A vedação do denominado fracionamento de despesa, também constante na redação dos incisos mencionados, tem por objetivo evitar que o agente público, com o fito de afastar-se da obrigação de licitar, divida a totalidade da obra, serviços e compras de que necessita para realizar a contratação direta sem licitação, considerando o valor isolado de cada parcela. Sobre a questão, Lucas Rocha Furtado assevera:
Sendo o reduzido valor do contrato um dos fundamentos que legitimam a contratação direta, estar-se-ia diante da possibilidade de administradores, fraudulentamente, fracionarem ou desmembrarem todos os seus contratos de modo que as parcelas pudessem ser contratadas sem licitação.
A esse respeito, a lei veda o fracionamento ou desmembramento de obra, compra ou serviço cujo propósito seja o de enquadrar o valor dentro dos limites de dispensa.[3]
O Tribunal de Contas da União também já decidiu sobre o assunto:
A previsão de que a utilização de suprimento de fundos para aquisição, por uma mesma unidade gestora, de bens ou serviços mediante diversas compras em um único exercício e para idêntico subelemento de despesa, cujo valor total supere os limites dos incisos I ou II do art. 24 da Lei 8.666/1993, constitui fracionamento de despesa, situação vedada pelos referidos dispositivos legais.[4]
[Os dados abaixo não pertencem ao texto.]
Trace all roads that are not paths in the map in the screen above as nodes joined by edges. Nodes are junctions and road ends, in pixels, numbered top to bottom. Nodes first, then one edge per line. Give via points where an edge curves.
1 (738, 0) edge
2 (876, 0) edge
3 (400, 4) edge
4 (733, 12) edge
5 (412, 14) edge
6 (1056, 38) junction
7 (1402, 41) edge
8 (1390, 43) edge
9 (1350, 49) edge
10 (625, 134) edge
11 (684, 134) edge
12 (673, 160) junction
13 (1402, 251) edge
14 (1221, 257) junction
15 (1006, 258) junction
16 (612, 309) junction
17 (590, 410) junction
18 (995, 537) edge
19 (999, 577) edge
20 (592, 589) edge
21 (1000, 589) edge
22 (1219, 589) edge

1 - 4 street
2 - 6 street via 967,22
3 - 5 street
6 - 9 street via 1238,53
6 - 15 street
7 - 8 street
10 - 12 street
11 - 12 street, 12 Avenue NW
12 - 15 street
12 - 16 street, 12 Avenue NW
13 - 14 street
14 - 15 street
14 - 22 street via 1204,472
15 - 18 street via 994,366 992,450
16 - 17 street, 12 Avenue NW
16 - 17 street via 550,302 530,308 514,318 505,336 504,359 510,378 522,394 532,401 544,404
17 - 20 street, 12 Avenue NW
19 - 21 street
Exemplo comezinho de fracionamento de despesa consiste na hipótese em que um agente público necessita adquirir dez computadores no decorrer do ano, cujo valor de todos, juntos, ultrapassa o limite de R$ 8.000,00 e, com o objetivo de não realizar o procedimento licitatório, faz seguidas contratações diretas com fulcro no inciso II do artigo 24. A situação apresentada é, no âmbito das compras públicas, abominada/ilegal.
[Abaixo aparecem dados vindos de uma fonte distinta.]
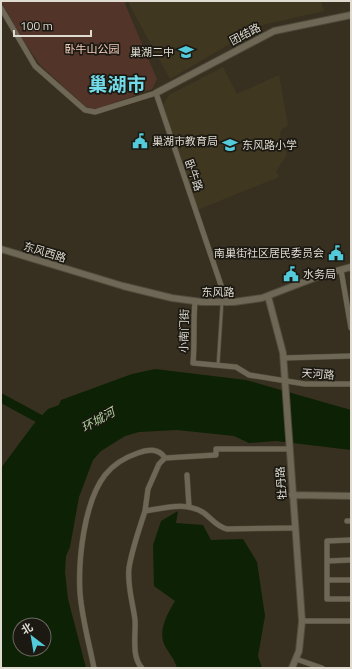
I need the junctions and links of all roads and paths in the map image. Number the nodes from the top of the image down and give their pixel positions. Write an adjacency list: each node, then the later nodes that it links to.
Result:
1 (1, 8): 3 (street)
2 (351, 15): 3 (street, 团结路)
3 (156, 93): 10 (street, 卧牛路)
4 (1, 248): 7 (street, 东风西路)
5 (351, 267): 6 (street, 东风路)
6 (341, 270): 8 (street, 东风路); 11 (street)
7 (83, 274): 9 (street, 东风路)
8 (268, 296): 10 (street, 东风路); 13 (street, 牡丹路)
9 (195, 302): 10 (street, 东风路); 14 (street, 小南门街)
10 (224, 303): 14 (lane)
11 (351, 328)
12 (351, 356): 13 (street)
13 (283, 358): 15 (street, 牡丹路)
14 (218, 366): 15 (street, 小南门街)
15 (284, 380): 16 (street, 天河路); 17 (street, 牡丹路)
16 (351, 384)
17 (289, 449): 18 (street); 20 (street, 牡丹路)
18 (165, 458): 23 (street); 34 (street)
19 (187, 475): 22 (street)
20 (292, 495): 21 (street); 24 (street, 牡丹路)
21 (351, 496)
22 (188, 507): 23 (street); 24 (street)
23 (146, 511): 35 (street)
24 (295, 528): 32 (street, 牡丹路)
25 (351, 540): 27 (street)
26 (351, 560): 27 (street)
27 (327, 561): 28 (street)
28 (327, 580): 29 (street); 30 (street)
29 (351, 580)
30 (351, 598)
31 (351, 621): 32 (street)
32 (302, 622): 33 (street, 牡丹路)
33 (296, 659): 36 (street, 牡丹路); 37 (street)
34 (94, 668)
35 (142, 668)
36 (292, 668)
37 (322, 668)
Diferentemente da situação anterior, caso um órgão da Administração, com fundamento no inciso IV do artigo 24 da Lei nº 8.666/1993 efetuasse contratação direta emergencial, e em momento posterior ao término desse contrato surgisse a necessidade de nova contratação para o mesmo objeto, cuja quantia fosse inferior à prevista no inciso II: acarretaria fracionamento de despesa?
A resposta para a dúvida é não. A princípio, levando em consideração que o contrato emergencial preencheu os requisitos legais autorizadores da dispensa de licitação,[5] não será considerado fracionamento de despesa. Isso porque as duas situações deverão ser analisadas, fundamentalmente, de forma isolada.
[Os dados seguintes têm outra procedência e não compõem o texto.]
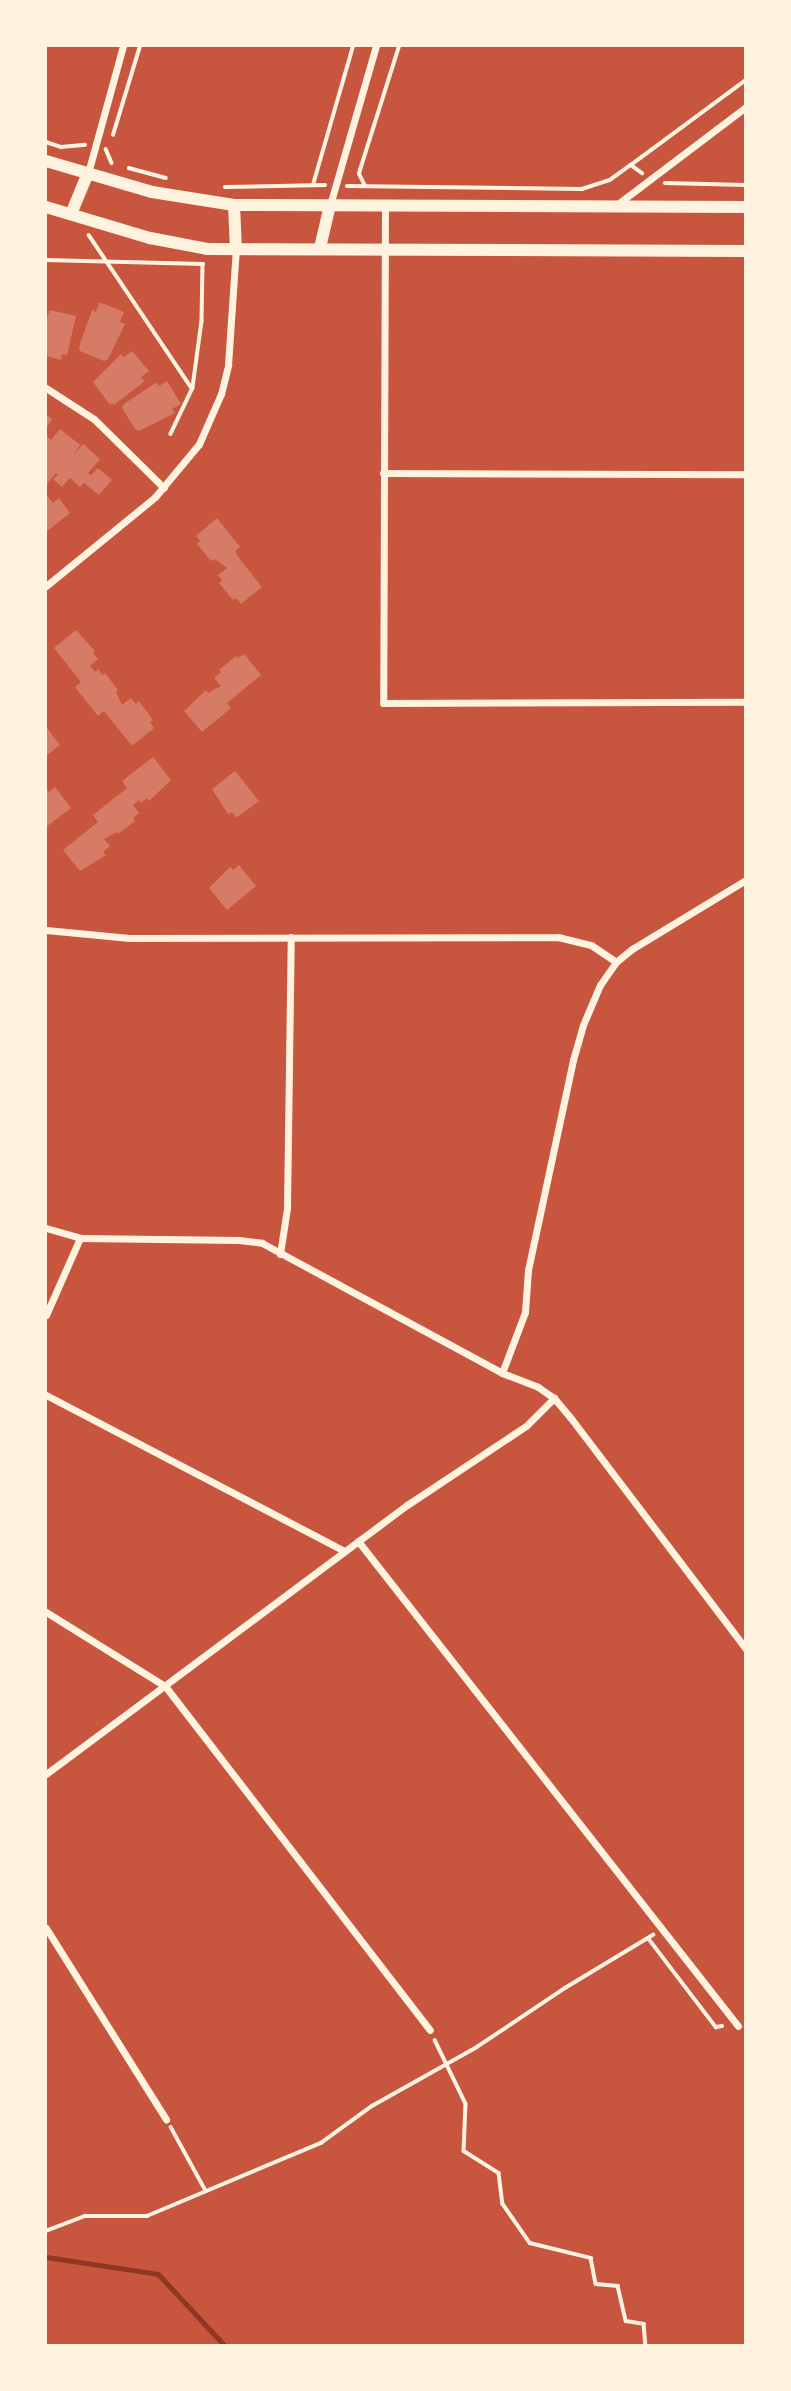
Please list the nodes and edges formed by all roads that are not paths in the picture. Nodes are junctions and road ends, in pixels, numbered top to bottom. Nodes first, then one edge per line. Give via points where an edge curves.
1 (123, 46) edge
2 (376, 46) edge
3 (746, 107) edge
4 (46, 161) edge
5 (88, 173) junction
6 (234, 205) junction
7 (330, 205) junction
8 (385, 205) junction
9 (46, 207) edge
10 (614, 207) junction
11 (746, 207) edge
12 (71, 214) junction
13 (320, 248) junction
14 (236, 249) junction
15 (385, 249) junction
16 (746, 251) edge
17 (46, 388) edge
18 (383, 474) junction
19 (746, 474) edge
20 (164, 488) junction
21 (46, 586) edge
22 (746, 702) edge
23 (746, 880) edge
24 (46, 930) edge
25 (291, 937) junction
26 (616, 962) junction
27 (46, 1228) edge
28 (80, 1238) junction
29 (281, 1254) junction
30 (46, 1315) edge
31 (502, 1373) junction
32 (46, 1395) edge
33 (554, 1398) junction
34 (358, 1541) junction
35 (345, 1551) junction
36 (46, 1612) edge
37 (746, 1649) edge
38 (165, 1686) junction
39 (46, 1774) edge
40 (46, 1928) edge
41 (738, 2026) road end
42 (430, 2030) road end
43 (166, 2119) road end

1 - 5 street
2 - 7 street
3 - 10 street
4 - 5 street
5 - 6 street via 189,200
5 - 12 street
6 - 7 street
6 - 14 street
7 - 8 street
7 - 13 street
8 - 10 street
8 - 15 street
9 - 12 street
10 - 11 street
12 - 14 street via 179,244
13 - 14 street
13 - 15 street
14 - 20 street via 232,335 222,394 199,444
15 - 16 street
15 - 18 street
17 - 20 street via 94,419
18 - 19 street
18 - 22 street via 383,703
20 - 21 street
23 - 26 street via 675,920
24 - 25 street via 130,938
25 - 26 street via 558,937 591,945
25 - 29 street via 287,1208
26 - 31 street via 590,1005 577,1042 528,1270 525,1312
27 - 28 street
28 - 29 street via 252,1240
28 - 30 street
29 - 31 street
31 - 33 street
32 - 35 street
33 - 34 street via 506,1441
33 - 37 street
34 - 35 street
34 - 41 street
35 - 38 street
36 - 38 street
38 - 39 street
38 - 42 street
40 - 43 street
O caso de emergência decorre de imprevisibilidade e a realização dos atos necessários ao procedimento licitatório, ou até mesmo o planejamento quanto à possibilidade de dispensa de licitação ocasionaria risco de prejuízo ao interesse inadiável do Poder Público, justificando a dispensa do inciso IV.
Após a contratação por emergência, devidamente concluída e justificada com amparo no inciso IV, inicia-se novo procedimento para contratação, surgindo o dever de nova análise quanto à viabilidade de realização de licitação, ou sua dispensa. Deverá o gestor público analisar a melhor forma de contratar o objeto necessário e, caso o valor se enquadre nos limites dos incisos I e II do artigo 24 da Lei nº 8.666/1993, contratar diretamente, com as devidas justificativas, sem que tal fato se caracterize fracionamento de despesa.
NOTAS
[1] BRASIL. Lei de Licitações e Contratos Administrativos e outras normas pertinentes. Organização dos textos e índice por J. U. Jacoby Fernandes. 14. ed. rev. e atual. Belo Horizonte: Fórum, 2013.
[2] JACOBY FERNANDES, Jorge Ulisses. Contratação Direta Sem Licitação. 9. ed. Belo Horizonte: Fórum, 2011, p. 279.
[3] FURTADO, Lucas Rocha. Curso de Licitações e Contratos Administrativos. 5. ed. Belo Horizonte: Fórum, 2013, p. 85.
[4] BRASIL. Tribunal de Contas da União. Processo nº TC-003.859/2008-0. Acórdão nº 4404/2009 – 2ª Câmara. Relator: Ministro Aroldo Cedraz. Diário Oficial da União [da] República Federativa do Brasil, Brasília, DF, 28 ago. 2009.Grifos não constam do original.
[5] Segundo o doutrinador Jorge Ulisses Jacoby Fernandes, são os requisitos: situação emergencial, urgência de atendimento, risco e contratação direta como o melhor meio de afastar o risco. JACOBY FERNANDES, Jorge Ulisses. Contratação direta sem licitação. 9. ed. Belo Horizonte: Fórum, 2011, p. 319.